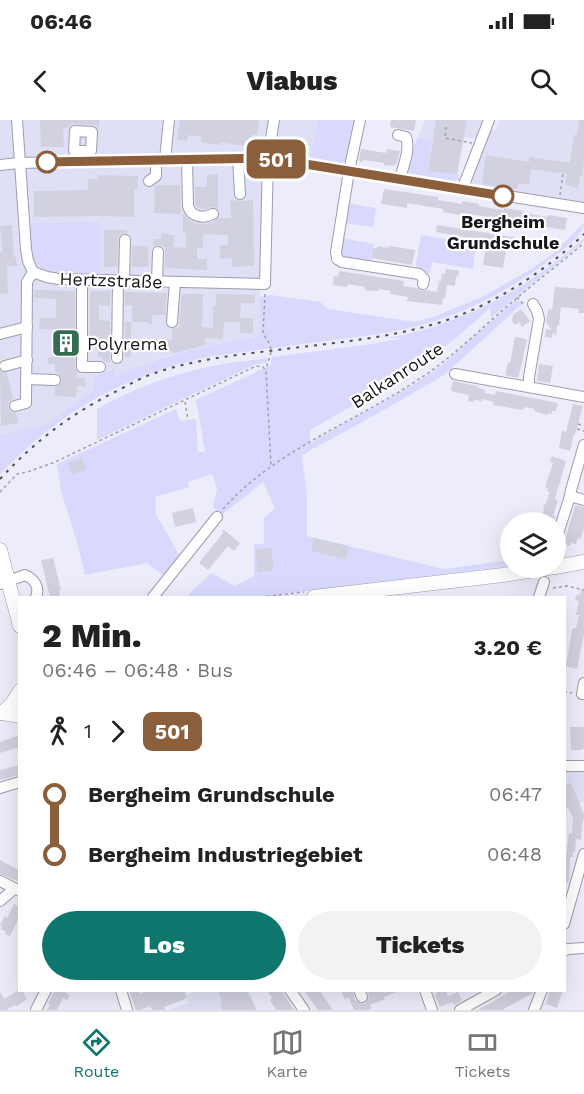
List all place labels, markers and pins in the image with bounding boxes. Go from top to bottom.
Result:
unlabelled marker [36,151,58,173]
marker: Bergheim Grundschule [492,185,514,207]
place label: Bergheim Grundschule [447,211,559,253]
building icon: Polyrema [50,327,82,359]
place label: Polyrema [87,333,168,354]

--

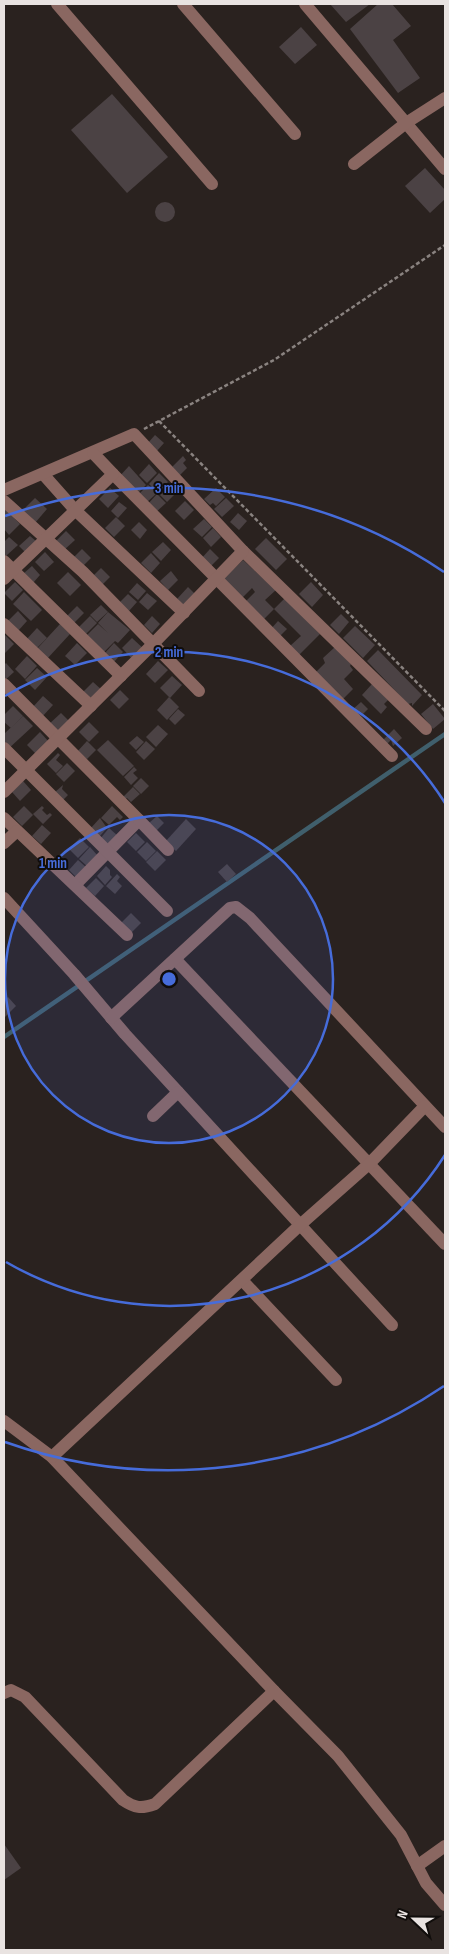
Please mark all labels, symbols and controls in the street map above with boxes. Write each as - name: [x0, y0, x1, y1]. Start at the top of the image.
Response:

---

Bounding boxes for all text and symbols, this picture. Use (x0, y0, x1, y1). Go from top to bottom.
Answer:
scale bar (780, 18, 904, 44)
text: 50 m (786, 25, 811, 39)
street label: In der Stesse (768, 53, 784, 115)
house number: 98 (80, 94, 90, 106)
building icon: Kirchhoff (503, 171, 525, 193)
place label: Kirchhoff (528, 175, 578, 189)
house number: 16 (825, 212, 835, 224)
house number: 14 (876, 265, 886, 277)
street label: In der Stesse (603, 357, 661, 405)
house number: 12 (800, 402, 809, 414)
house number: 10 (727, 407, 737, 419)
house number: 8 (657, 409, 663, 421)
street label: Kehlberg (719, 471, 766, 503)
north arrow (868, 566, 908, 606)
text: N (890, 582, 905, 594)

▶ **Instructions to follow**:
Note how many lines in the material hold the word "bottom", and give that number by itself.

▶ **Finished task**:
2